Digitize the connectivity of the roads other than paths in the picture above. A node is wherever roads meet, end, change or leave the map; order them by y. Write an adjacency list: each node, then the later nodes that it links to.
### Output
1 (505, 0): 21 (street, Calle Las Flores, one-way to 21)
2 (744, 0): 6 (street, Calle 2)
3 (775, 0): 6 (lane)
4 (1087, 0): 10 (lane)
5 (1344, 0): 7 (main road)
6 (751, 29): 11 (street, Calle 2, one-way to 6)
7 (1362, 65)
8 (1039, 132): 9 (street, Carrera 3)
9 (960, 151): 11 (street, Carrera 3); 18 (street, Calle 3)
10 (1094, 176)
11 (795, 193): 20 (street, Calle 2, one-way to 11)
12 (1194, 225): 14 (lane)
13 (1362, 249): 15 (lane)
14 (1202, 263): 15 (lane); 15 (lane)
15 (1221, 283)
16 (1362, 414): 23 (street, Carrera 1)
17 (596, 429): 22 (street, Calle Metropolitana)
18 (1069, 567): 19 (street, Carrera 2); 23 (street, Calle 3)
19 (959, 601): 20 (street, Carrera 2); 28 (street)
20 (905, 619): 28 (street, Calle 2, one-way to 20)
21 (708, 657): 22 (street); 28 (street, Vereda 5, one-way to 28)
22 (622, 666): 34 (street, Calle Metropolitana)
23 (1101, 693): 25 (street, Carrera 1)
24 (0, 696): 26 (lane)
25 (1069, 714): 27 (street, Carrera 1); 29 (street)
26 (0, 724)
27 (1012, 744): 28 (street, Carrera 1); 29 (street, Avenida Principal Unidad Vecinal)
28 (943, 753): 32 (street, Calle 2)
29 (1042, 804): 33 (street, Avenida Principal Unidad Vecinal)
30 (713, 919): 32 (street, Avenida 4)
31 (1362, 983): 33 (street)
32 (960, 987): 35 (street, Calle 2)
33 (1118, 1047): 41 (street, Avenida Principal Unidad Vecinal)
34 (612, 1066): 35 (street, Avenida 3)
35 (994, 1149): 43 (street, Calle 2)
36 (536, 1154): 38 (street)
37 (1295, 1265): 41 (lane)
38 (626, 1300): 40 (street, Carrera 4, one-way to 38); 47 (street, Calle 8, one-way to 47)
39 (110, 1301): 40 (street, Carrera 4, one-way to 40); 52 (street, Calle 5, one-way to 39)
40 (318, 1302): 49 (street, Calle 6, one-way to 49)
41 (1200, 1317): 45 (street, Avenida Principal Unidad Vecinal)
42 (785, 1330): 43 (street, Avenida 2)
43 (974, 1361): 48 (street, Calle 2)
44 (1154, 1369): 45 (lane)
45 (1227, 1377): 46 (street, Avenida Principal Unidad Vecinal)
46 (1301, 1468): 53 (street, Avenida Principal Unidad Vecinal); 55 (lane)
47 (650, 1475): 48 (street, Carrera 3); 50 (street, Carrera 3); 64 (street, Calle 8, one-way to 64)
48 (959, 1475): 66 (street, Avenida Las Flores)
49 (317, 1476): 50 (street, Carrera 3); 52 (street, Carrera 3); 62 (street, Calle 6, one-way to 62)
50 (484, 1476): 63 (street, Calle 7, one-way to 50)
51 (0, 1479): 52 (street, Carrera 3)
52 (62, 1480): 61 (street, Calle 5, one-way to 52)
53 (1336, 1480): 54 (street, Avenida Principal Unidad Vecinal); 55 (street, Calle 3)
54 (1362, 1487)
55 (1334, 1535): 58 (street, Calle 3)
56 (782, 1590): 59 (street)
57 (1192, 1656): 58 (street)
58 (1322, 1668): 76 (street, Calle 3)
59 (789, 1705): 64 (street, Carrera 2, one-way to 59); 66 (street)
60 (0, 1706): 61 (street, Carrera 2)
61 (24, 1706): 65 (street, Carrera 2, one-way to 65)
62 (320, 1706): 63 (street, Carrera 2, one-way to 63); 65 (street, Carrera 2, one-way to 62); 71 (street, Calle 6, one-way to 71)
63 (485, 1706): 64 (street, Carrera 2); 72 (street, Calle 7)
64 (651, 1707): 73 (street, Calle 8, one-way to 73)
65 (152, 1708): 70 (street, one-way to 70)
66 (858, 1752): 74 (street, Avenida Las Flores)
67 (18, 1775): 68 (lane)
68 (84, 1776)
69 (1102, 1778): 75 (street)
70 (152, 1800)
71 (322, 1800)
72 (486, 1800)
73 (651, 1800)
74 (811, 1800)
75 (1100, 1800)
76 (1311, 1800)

··········

### Assignment
Copy each record from above without leaving any out.

### Reply to the task
Digitize the connectivity of the roads other than paths in the picture above. A node is wherever roads meet, end, change or leave the map; order them by y. Write an adjacency list: each node, then the later nodes that it links to.
### Output
1 (505, 0): 21 (street, Calle Las Flores, one-way to 21)
2 (744, 0): 6 (street, Calle 2)
3 (775, 0): 6 (lane)
4 (1087, 0): 10 (lane)
5 (1344, 0): 7 (main road)
6 (751, 29): 11 (street, Calle 2, one-way to 6)
7 (1362, 65)
8 (1039, 132): 9 (street, Carrera 3)
9 (960, 151): 11 (street, Carrera 3); 18 (street, Calle 3)
10 (1094, 176)
11 (795, 193): 20 (street, Calle 2, one-way to 11)
12 (1194, 225): 14 (lane)
13 (1362, 249): 15 (lane)
14 (1202, 263): 15 (lane); 15 (lane)
15 (1221, 283)
16 (1362, 414): 23 (street, Carrera 1)
17 (596, 429): 22 (street, Calle Metropolitana)
18 (1069, 567): 19 (street, Carrera 2); 23 (street, Calle 3)
19 (959, 601): 20 (street, Carrera 2); 28 (street)
20 (905, 619): 28 (street, Calle 2, one-way to 20)
21 (708, 657): 22 (street); 28 (street, Vereda 5, one-way to 28)
22 (622, 666): 34 (street, Calle Metropolitana)
23 (1101, 693): 25 (street, Carrera 1)
24 (0, 696): 26 (lane)
25 (1069, 714): 27 (street, Carrera 1); 29 (street)
26 (0, 724)
27 (1012, 744): 28 (street, Carrera 1); 29 (street, Avenida Principal Unidad Vecinal)
28 (943, 753): 32 (street, Calle 2)
29 (1042, 804): 33 (street, Avenida Principal Unidad Vecinal)
30 (713, 919): 32 (street, Avenida 4)
31 (1362, 983): 33 (street)
32 (960, 987): 35 (street, Calle 2)
33 (1118, 1047): 41 (street, Avenida Principal Unidad Vecinal)
34 (612, 1066): 35 (street, Avenida 3)
35 (994, 1149): 43 (street, Calle 2)
36 (536, 1154): 38 (street)
37 (1295, 1265): 41 (lane)
38 (626, 1300): 40 (street, Carrera 4, one-way to 38); 47 (street, Calle 8, one-way to 47)
39 (110, 1301): 40 (street, Carrera 4, one-way to 40); 52 (street, Calle 5, one-way to 39)
40 (318, 1302): 49 (street, Calle 6, one-way to 49)
41 (1200, 1317): 45 (street, Avenida Principal Unidad Vecinal)
42 (785, 1330): 43 (street, Avenida 2)
43 (974, 1361): 48 (street, Calle 2)
44 (1154, 1369): 45 (lane)
45 (1227, 1377): 46 (street, Avenida Principal Unidad Vecinal)
46 (1301, 1468): 53 (street, Avenida Principal Unidad Vecinal); 55 (lane)
47 (650, 1475): 48 (street, Carrera 3); 50 (street, Carrera 3); 64 (street, Calle 8, one-way to 64)
48 (959, 1475): 66 (street, Avenida Las Flores)
49 (317, 1476): 50 (street, Carrera 3); 52 (street, Carrera 3); 62 (street, Calle 6, one-way to 62)
50 (484, 1476): 63 (street, Calle 7, one-way to 50)
51 (0, 1479): 52 (street, Carrera 3)
52 (62, 1480): 61 (street, Calle 5, one-way to 52)
53 (1336, 1480): 54 (street, Avenida Principal Unidad Vecinal); 55 (street, Calle 3)
54 (1362, 1487)
55 (1334, 1535): 58 (street, Calle 3)
56 (782, 1590): 59 (street)
57 (1192, 1656): 58 (street)
58 (1322, 1668): 76 (street, Calle 3)
59 (789, 1705): 64 (street, Carrera 2, one-way to 59); 66 (street)
60 (0, 1706): 61 (street, Carrera 2)
61 (24, 1706): 65 (street, Carrera 2, one-way to 65)
62 (320, 1706): 63 (street, Carrera 2, one-way to 63); 65 (street, Carrera 2, one-way to 62); 71 (street, Calle 6, one-way to 71)
63 (485, 1706): 64 (street, Carrera 2); 72 (street, Calle 7)
64 (651, 1707): 73 (street, Calle 8, one-way to 73)
65 (152, 1708): 70 (street, one-way to 70)
66 (858, 1752): 74 (street, Avenida Las Flores)
67 (18, 1775): 68 (lane)
68 (84, 1776)
69 (1102, 1778): 75 (street)
70 (152, 1800)
71 (322, 1800)
72 (486, 1800)
73 (651, 1800)
74 (811, 1800)
75 (1100, 1800)
76 (1311, 1800)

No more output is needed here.